Our life on earth began in water but how did it 'evolve'?

To get an understanding of the link between the chemistry of carbon and water, scientists can track the various forms, or isotopes, of its constituent hydrogen and oxygen atoms over the history of the universe, like a giant treasure hunt.

Recently, researchers from the CNRS, Paris-Saclay University, the French Alternative Energies and Atomic Energy Commission (CEA), and the University of Pau and the Pays de l’Adour (UPPA), with support from the Muséum National d’Histoire Naturelle (MNHN), have followed the trail of the isotopic composition of water back to the start of the solar system, in the inner regions where Earth and the other terrestrial planets were formed.

They did it by analyzing the isotopic composition of hydrogen in calcium–aluminium-rich inclusions (CAIs) from primitive meteorites, one of the oldest in our solar system, using a method developed just for their study. Their data show that two gas reservoirs existed during the first 200,000 years of our solar system, even before the formation of the earliest planetary embryos.

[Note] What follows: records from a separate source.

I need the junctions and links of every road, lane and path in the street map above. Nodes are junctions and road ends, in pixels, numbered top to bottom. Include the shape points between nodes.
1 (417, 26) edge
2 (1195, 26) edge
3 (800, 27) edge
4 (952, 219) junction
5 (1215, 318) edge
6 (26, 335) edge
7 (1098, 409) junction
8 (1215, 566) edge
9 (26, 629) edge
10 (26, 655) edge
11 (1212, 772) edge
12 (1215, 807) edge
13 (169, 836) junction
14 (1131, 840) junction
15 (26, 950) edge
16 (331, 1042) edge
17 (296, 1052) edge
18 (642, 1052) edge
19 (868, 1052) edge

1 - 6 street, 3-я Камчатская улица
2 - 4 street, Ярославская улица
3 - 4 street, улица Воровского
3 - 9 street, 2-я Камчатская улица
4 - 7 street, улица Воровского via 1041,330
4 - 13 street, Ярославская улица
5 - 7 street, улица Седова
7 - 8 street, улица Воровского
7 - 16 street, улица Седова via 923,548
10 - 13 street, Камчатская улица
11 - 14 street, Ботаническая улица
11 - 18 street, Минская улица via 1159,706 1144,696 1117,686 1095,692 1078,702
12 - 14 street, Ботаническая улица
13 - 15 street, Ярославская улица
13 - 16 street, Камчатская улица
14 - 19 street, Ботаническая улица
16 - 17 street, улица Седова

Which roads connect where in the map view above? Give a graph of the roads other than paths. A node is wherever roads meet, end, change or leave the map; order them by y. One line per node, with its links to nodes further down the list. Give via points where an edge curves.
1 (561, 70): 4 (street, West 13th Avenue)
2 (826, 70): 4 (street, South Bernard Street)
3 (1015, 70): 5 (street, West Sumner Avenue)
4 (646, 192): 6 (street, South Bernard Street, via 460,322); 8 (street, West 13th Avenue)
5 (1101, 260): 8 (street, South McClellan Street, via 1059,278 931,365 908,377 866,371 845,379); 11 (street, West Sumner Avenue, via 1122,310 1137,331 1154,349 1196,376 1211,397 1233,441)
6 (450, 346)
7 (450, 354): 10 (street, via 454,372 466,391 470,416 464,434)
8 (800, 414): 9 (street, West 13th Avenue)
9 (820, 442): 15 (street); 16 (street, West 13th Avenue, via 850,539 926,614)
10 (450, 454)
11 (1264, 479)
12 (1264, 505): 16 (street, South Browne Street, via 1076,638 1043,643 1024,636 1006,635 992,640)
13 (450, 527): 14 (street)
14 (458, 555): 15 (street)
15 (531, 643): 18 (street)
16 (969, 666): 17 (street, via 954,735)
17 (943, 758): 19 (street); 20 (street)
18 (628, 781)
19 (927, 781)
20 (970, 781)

Schematic representation of H isotope distribution in the innermost young Solar System during CAI formation

One of these reservoirs consisted of the solar gas in which all the matter of our solar system originated. With the meteorite, the scientists were able to measure its record directly for the first time ever. The second gas reservoir was enriched in water vapour and already had the isotopic signature of terrestrial water. It was created by a massive influx of interstellar water in the hot internal regions of the solar system, upon the collapse of the interstellar envelope and the formation of the protoplanetary disc.

The early existence of this gas with Earth-like isotopic composition implies that Earth’s water was there before the accretion of the first constituent blocks of our planet.